Riehl 2024 – Ein Stadtteil stirbt (Eine Glosse von Anne Krick)

Wir schreiben das Jahr 24 des 21. Jahrhunderts. Es ist der Vormittag des 22. Juni, 11 Uhr Ortszeit. Über die Stammheimer Straße weht an diesem Samstag ein laues Lüftchen bei angenehmen 24°C. Ein Tag wie geschaffen zum Flanieren, Einkaufen und Klönen an der Ecke. Doch außer einem herumtollenden Kind, von seinem missmutig dreinblickenden, kinderwagenschiebenden Vater gefolgt und einem Selbstgespräche führenden Mütterchen, ist die Meile menschenleer.

Zugehangene, verschmierte Schaufensterscheiben starren abweisend auf den löchrigen Asphalt. Dazwischen brennt Licht im 1 €-Laden, die Filialleiterin der Gnadenlos-billig-Bekleidungskette rollt gerade einen Ständer mit Made in Fernost-Shirts auf das Trottoir. In der Heiß-und-Fettig-Burger-Bude rüstet man sich für das Mittagsgeschäft.
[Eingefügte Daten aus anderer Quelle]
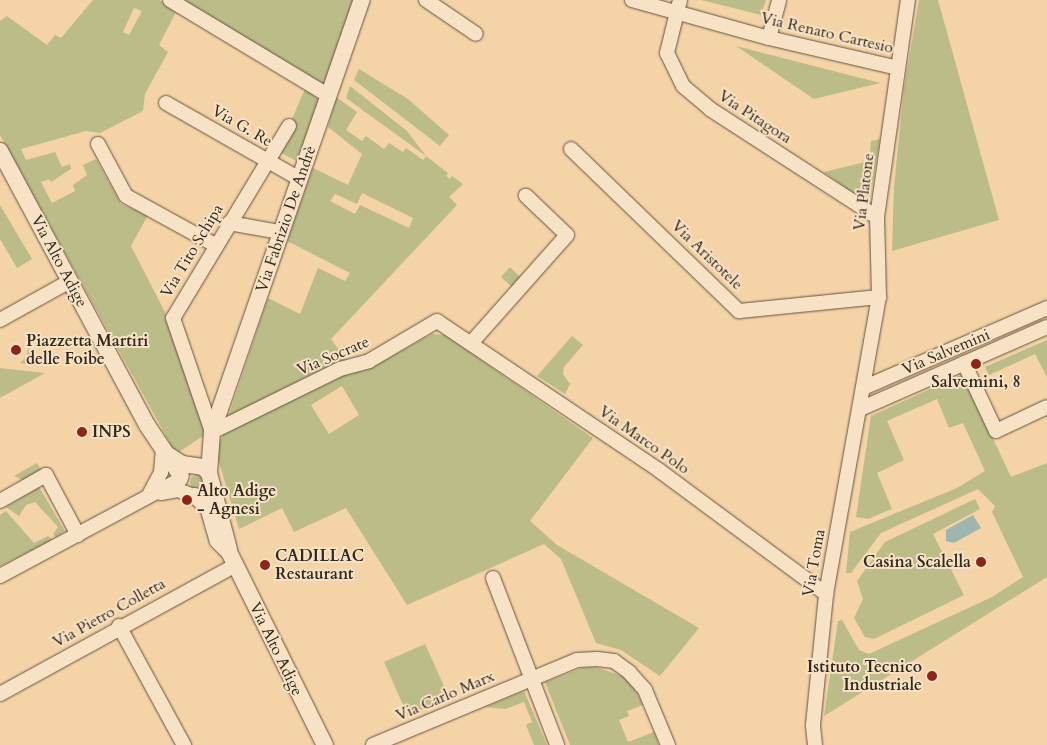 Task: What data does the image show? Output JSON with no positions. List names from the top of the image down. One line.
{"streets":{"street":["Via Renato Cartesio","Via Pitagora","Via G. Re","Via Platone","Via Fabrizio De Andrè","Via Tito Schipa","Via Aristotele","Via Alto Adige","Via Salvemini","Via Socrate","Via Marco Polo","Via Toma","Via Pietro Colletta","Via Carlo Marx"]},"crossings":[["Via Renato Cartesio","Via Pitagora"],["Via Renato Cartesio","Via Platone"],["Via Pitagora","Via Platone"],["Via G. Re","Via Fabrizio De Andrè"],["Via G. Re","Via Tito Schipa"],["Via Platone","Via Aristotele"],["Via Platone","Via Salvemini"],["Via Platone","Via Toma"],["Via Fabrizio De Andrè","Via Tito Schipa"],["Via Fabrizio De Andrè","Via Alto Adige"],["Via Fabrizio De Andrè","Via Socrate"],["Via Tito Schipa","Via Socrate"],["Via Alto Adige","Via Pietro Colletta"],["Via Salvemini","Via Toma"],["Via Socrate","Via Marco Polo"],["Via Marco Polo","Via Toma"]],"places":["Piazzetta Martiri delle Foibe","Salvemini, 8","INPS","Alto Adige - Agnesi","Casina Scalella","CADILLAC Restaurant","Istituto Tecnico Industriale"]}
Um die Ecke träumt der Riehler Gürtel staubbedeckt von den „guten, alten Zeiten“, als sich Mittwochs und Samstags die Menschen von nah und fern mit frischem Gemüse, exotischem Obst, bunten Blumen und zahlreichen Spezialitäten aus aller Herren Länder eindeckten.

In den Nebenstraßen dagegen bahnt sich wie üblich an jedem Werktag ein enormer Verkehrsstau an. Der SPU-Fahrer hupt wie wild, weil er sich mal wieder vom Götter-Boten in Ausübung seines Auslieferungsmarathons behindert fühlt. FatEx und Zumwinkel-Express versuchen sich gegenseitig mit gewagten Manövern die Vorfahrt zu nehmen. Hoffnungslos festgefahren hat sich der Kleinlaster von Billigstkauf beim Wendeversuch in einer Einbahnstraße. Über allen ein Heer von giftig summenden Drohnen. Sie alle bringen die Produkte, die sich die Menschen nach vielen Stunden Preisvergleichen „gaaaanz“ billig im Internet bestellt haben. Oder sie holen die Produkte wieder ab, weil sie doch nicht so toll waren, wie es den Anschein hatte oder weil man sie mittlerweile woanders noch billiger entdeckt hatte.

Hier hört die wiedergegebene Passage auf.